Undeath is martyrdom, not aspiration. Seekers do not want to become undead. Undeath severs the soul from its divine potential — without blood, the spark cannot be held. Undead champions are viewed as martyrs who have sacrificed their own chance at divinity to protect and serve the living. They are honoured, even revered, but also pitied.

Corpses are not sacred. Once blood and soul are gone, what remains is simply matter. Most Seekers want their bodies put to use after death — as guardians, labourers, or soldiers — rather than left to rot.


Rites and Worship

The most important ritual is the Sacrament of Blood. Each month, practitioners gather to donate blood via an enchanted dagger known as a bloodfang. The blood is stored in preserving casks for use in rituals unique to the faith. During the ceremony, participants recite the creed. The abactor then delivers a speech — topics range from mundane community concerns to abstract theology — followed by communal discussion and a shared meal.

In some temples, donated blood is given to vampire champions, sustaining them in their martyrdom.
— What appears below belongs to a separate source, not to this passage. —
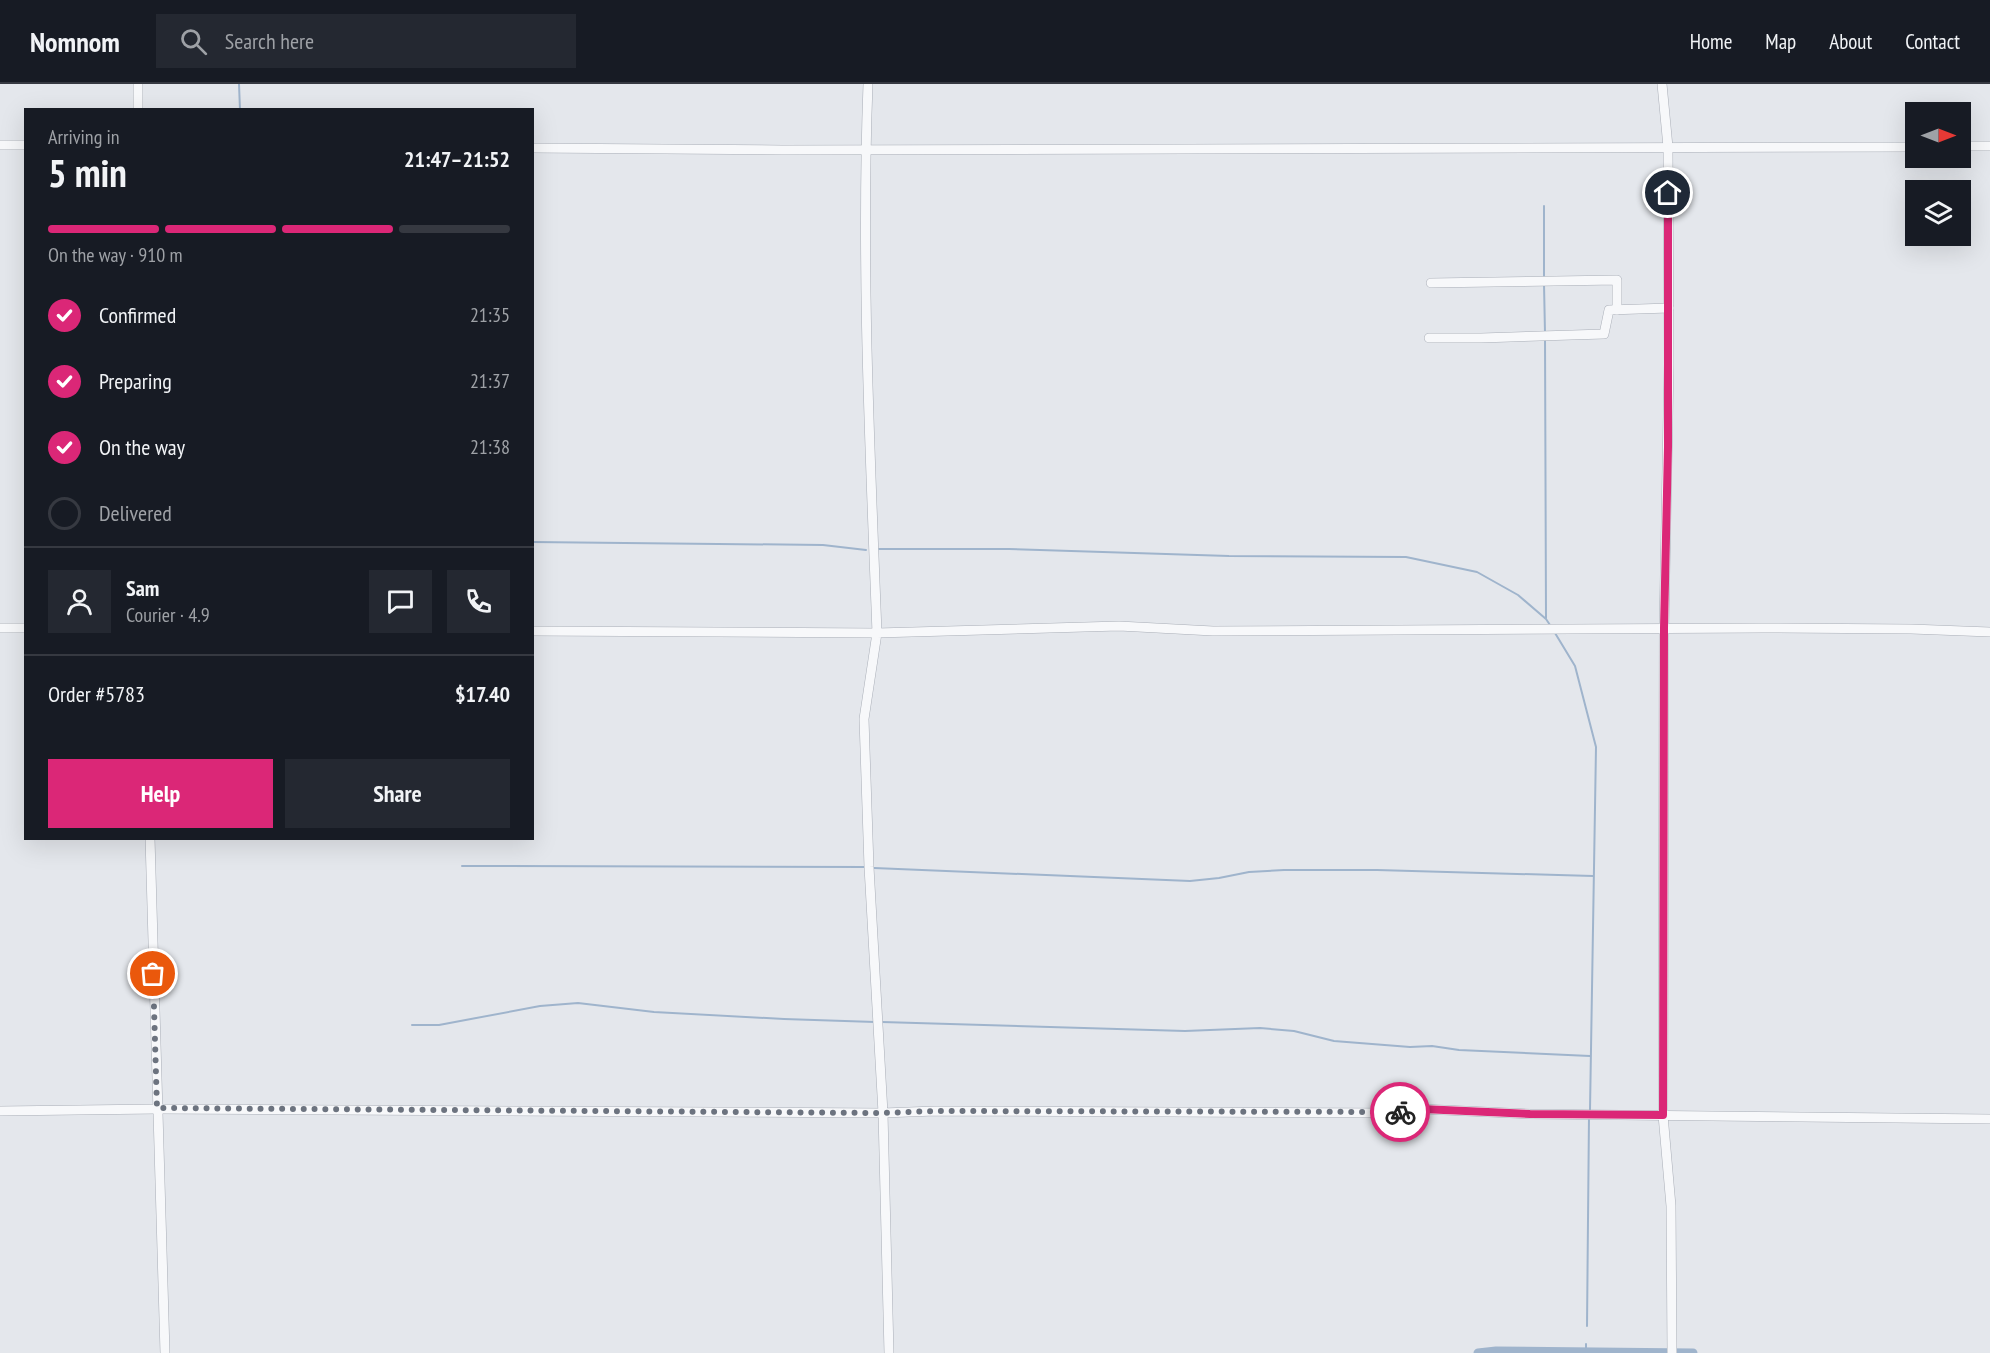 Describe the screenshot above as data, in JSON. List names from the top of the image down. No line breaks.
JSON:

Through this practice, the congregation literally feeds its martyrs, and the martyrs serve them in return.

The faith observes a single holiday: Revelation Day (13 Zarantyr). The Sacrament of Blood performed on this day involves the abactor purifying the blood, which is then passed back around the congregation to imbibe. Recipients often experience visions and waking dreams, which they are left to interpret themselves.
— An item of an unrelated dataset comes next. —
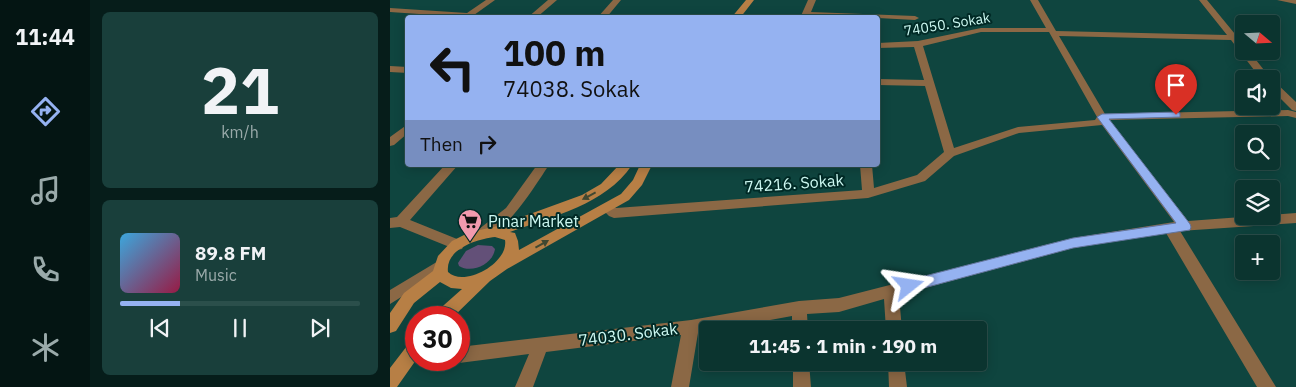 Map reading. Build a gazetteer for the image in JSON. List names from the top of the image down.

Soulflames — one for each member of the local congregation — are kept burning, bright and red, whenever the temple is in use.
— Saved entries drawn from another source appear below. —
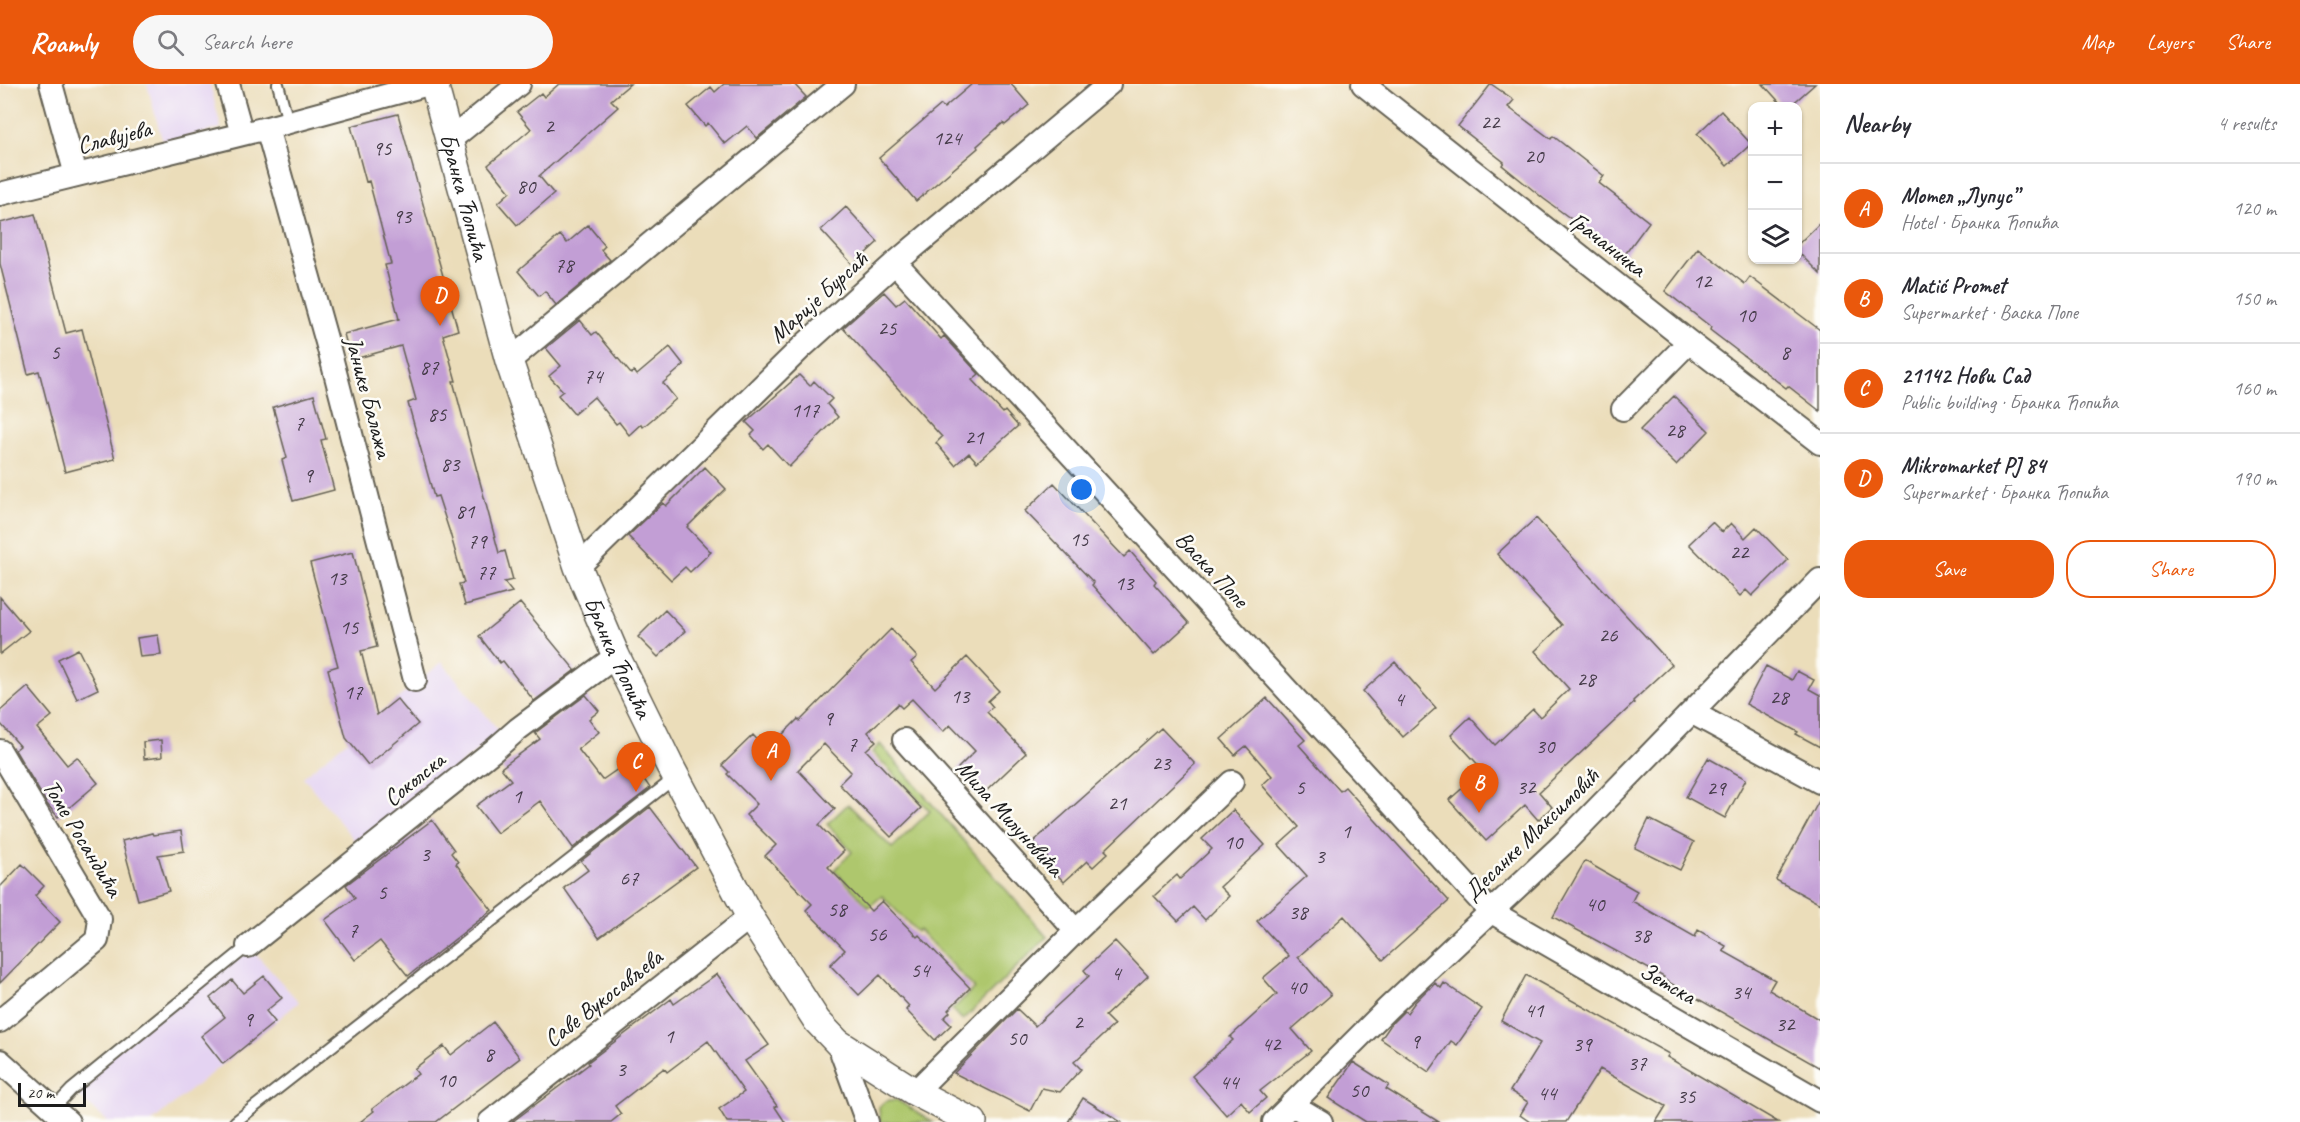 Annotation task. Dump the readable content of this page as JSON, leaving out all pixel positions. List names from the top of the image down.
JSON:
{
  "streets": {
    "street": [
      "Славујева",
      "Бранка Ћопића",
      "Грачаничка",
      "Марије Бурсаћ",
      "Јанике Балажа",
      "Васка Попе",
      "Соколска",
      "Мила Милуновића",
      "Десанке Максимовић",
      "Томе Росандића",
      "Зетска",
      "Саве Вукосављева"
    ]
  },
  "crossings": [
    ["Славујева", "Јанике Балажа"],
    ["Бранка Ћопића", "Марије Бурсаћ"],
    ["Бранка Ћопића", "Соколска"],
    ["Бранка Ћопића", "Саве Вукосављева"],
    ["Марије Бурсаћ", "Васка Попе"],
    ["Васка Попе", "Десанке Максимовић"],
    ["Васка Попе", "Зетска"],
    ["Десанке Максимовић", "Зетска"]
  ],
  "house_numbers": [
    "22",
    "2",
    "124",
    "95",
    "20",
    "80",
    "93",
    "78",
    "12",
    "10",
    "25",
    "5",
    "8",
    "87",
    "74",
    "117",
    "85",
    "7",
    "28",
    "21",
    "83",
    "9",
    "81",
    "15",
    "79",
    "22",
    "77",
    "13",
    "13",
    "15",
    "26",
    "28",
    "17",
    "13",
    "28",
    "4",
    "9",
    "7",
    "30",
    "23",
    "5",
    "32",
    "29",
    "1",
    "21",
    "1",
    "10",
    "3",
    "3",
    "67",
    "5",
    "40",
    "58",
    "38",
    "7",
    "56",
    "38",
    "54",
    "4",
    "40",
    "34",
    "41",
    "9",
    "2",
    "32",
    "1",
    "50",
    "9",
    "42",
    "39",
    "8",
    "37",
    "3",
    "10",
    "44",
    "50",
    "44",
    "35"
  ],
  "scale_bar": "20 m",
  "page": {
    "header": "Roamly",
    "search": "Search here",
    "nav": ["Map", "Layers", "Share"],
    "heading": ["Nearby", "4 results"],
    "map_buttons": ["+", "−"],
    "list": [
      {
        "mark": "A",
        "name": "Мотел „Лупус”",
        "note": "Hotel · Бранка Ћопића",
        "value": "120 m"
      },
      {
        "mark": "B",
        "name": "Matić Promet",
        "note": "Supermarket · Васка Попе",
        "value": "150 m"
      },
      {
        "mark": "C",
        "name": "21142 Нови Сад",
        "note": "Public building · Бранка Ћопића",
        "value": "160 m"
      },
      {
        "mark": "D",
        "name": "Mikromarket PJ 84",
        "note": "Supermarket · Бранка Ћопића",
        "value": "190 m"
      }
    ],
    "pins": [
      "D",
      "A",
      "C",
      "B"
    ],
    "buttons": ["Save", "Share"],
    "scale": "20 m"
  }
}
The power of a cleric of the Blood of Vol comes from within them. Each chooses a unique holy symbol: an object with personal significance, not a standardised icon.


Hierarchy and Organisation

The Blood of Vol is not formally hierarchical. Local leadership rests with the abactor — the priest who oversees a specific temple or community. Much of this decentralisation is practical: until the ninth century and the invention of the lightning rail, rural Karrnathi Seeker communities had few ways to communicate. An abactor cannot force another into compliance through religious authority — they have only persuasion.

The exception is Atur, the City of Night — the most public stronghold of the faith, built on a massive Mabaran manifest zone. Expanded and fortified during the Last War, Atur houses the Atur Academy (the continent's premier school of necromancy) and the Crimson Monastery, an enormous pyramid of blood-red bricks that channels the zone's energies upward through its structure, concentrating the most potent forces into a shrine at its apex.

The current spiritual leader is Malevanor (also written Hass Malevanor), a mummy lord and high priest of the Crimson Monastery. His predecessor, the mummy Askalor, held the post for over four hundred years before transferring his power and undead existence to his apprentice when Malevanor was grievously injured during the Last War. Malevanor is publicly vocal in condemning the Order of the Emerald Claw.

Behind Malevanor are figures known as the Crimson Covenant: ancient undead champions who have guided and protected Seeker communities for centuries. The full extent of their influence is unknown to most ordinary Seekers.


Temples and Shrines

A shrine requires only an altar and a means to collect ritually shed blood without waste. Full temples are almost always stone — a dedicated altar room, a system for collecting and preserving blood, and vaults or catacombs designed to house undead or store remains. Temples are fortified, built as sanctuaries — stark and functional compared to the ornate chapels of the Silver Flame.


The Blood of Vol in Karrnath

No nation is more shaped by the Blood of Vol than Karrnath, and no relationship is more complicated. Before the Last War, fewer than one in ten Karrnathi citizens identified as Seekers. Then came famine, plague, and the early disasters of the war — and the Blood of Vol provided what the crown could not. Undead soldiers stemmed the tide of Thrane's advance. The Order of the Emerald Claw supplemented the elite forces. Under state sponsorship, numbers swelled.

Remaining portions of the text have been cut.